§ **Activity**
Which lines of the entries contain the string "list"? Please find them and copy them.

Start of Records supplied

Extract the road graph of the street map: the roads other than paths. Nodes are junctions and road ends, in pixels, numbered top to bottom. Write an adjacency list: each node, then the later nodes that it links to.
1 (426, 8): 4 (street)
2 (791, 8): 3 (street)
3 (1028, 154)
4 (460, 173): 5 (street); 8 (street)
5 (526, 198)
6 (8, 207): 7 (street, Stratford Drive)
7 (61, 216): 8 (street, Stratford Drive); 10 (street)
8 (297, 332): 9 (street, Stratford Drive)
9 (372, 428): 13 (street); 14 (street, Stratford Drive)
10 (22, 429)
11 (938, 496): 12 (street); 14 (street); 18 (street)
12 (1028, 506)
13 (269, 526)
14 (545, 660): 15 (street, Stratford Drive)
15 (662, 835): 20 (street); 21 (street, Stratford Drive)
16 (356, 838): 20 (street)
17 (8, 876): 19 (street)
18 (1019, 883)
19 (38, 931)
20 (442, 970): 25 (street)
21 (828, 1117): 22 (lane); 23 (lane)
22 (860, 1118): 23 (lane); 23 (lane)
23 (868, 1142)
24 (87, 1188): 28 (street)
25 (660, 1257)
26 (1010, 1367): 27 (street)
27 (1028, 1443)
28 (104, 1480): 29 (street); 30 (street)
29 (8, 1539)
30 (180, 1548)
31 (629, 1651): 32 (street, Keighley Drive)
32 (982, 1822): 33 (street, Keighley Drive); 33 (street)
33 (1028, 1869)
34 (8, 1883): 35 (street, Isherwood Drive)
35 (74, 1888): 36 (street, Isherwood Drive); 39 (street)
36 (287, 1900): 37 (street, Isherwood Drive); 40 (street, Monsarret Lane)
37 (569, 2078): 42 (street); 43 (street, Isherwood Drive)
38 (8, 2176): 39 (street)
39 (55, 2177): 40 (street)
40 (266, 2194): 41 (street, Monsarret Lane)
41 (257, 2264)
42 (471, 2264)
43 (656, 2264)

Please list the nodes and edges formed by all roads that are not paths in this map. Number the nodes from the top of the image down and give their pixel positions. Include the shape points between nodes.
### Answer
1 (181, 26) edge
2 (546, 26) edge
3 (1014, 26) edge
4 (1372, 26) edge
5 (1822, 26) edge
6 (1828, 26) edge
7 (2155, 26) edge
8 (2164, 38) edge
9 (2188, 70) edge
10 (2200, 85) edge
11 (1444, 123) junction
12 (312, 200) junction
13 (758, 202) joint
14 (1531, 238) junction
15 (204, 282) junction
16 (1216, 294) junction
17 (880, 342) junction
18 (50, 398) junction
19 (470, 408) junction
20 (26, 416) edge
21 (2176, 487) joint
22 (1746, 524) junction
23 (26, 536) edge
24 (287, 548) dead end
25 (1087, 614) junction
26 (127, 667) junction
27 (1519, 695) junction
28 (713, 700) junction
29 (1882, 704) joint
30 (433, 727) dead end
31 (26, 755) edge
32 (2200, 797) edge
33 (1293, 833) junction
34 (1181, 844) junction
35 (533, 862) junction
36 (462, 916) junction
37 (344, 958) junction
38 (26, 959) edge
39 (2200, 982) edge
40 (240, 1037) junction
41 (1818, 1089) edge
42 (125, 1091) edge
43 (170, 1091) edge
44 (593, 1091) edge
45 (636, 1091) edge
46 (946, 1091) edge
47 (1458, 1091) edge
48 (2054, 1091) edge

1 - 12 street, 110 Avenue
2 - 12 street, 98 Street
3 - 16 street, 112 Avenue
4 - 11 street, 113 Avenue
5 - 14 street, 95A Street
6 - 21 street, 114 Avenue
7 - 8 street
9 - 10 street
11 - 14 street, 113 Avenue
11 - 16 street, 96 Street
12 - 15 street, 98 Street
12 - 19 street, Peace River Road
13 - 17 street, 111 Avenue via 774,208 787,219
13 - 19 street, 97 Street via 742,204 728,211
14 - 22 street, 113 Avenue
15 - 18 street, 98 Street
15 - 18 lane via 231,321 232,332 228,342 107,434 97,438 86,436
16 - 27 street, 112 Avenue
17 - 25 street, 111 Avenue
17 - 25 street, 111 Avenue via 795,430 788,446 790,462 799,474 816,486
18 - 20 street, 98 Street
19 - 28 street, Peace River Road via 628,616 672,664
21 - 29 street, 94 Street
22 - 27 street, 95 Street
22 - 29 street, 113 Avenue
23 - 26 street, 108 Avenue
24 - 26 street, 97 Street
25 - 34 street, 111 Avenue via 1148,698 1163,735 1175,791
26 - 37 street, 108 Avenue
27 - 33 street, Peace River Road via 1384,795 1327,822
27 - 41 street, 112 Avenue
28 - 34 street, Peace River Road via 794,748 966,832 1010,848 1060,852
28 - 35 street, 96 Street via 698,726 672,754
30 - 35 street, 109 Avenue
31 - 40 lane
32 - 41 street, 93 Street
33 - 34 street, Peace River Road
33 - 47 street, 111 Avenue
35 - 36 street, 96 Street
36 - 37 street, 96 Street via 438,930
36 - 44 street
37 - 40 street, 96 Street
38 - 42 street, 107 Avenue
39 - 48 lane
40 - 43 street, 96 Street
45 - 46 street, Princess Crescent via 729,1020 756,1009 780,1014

End of Records supplied

§ **Response to this exercise**
Extract the road graph of the street map: the roads other than paths. Nodes are junctions and road ends, in pixels, numbered top to bottom. Write an adjacency list: each node, then the later nodes that it links to.
Please list the nodes and edges formed by all roads that are not paths in this map. Number the nodes from the top of the image down and give their pixel positions. Include the shape points between nodes.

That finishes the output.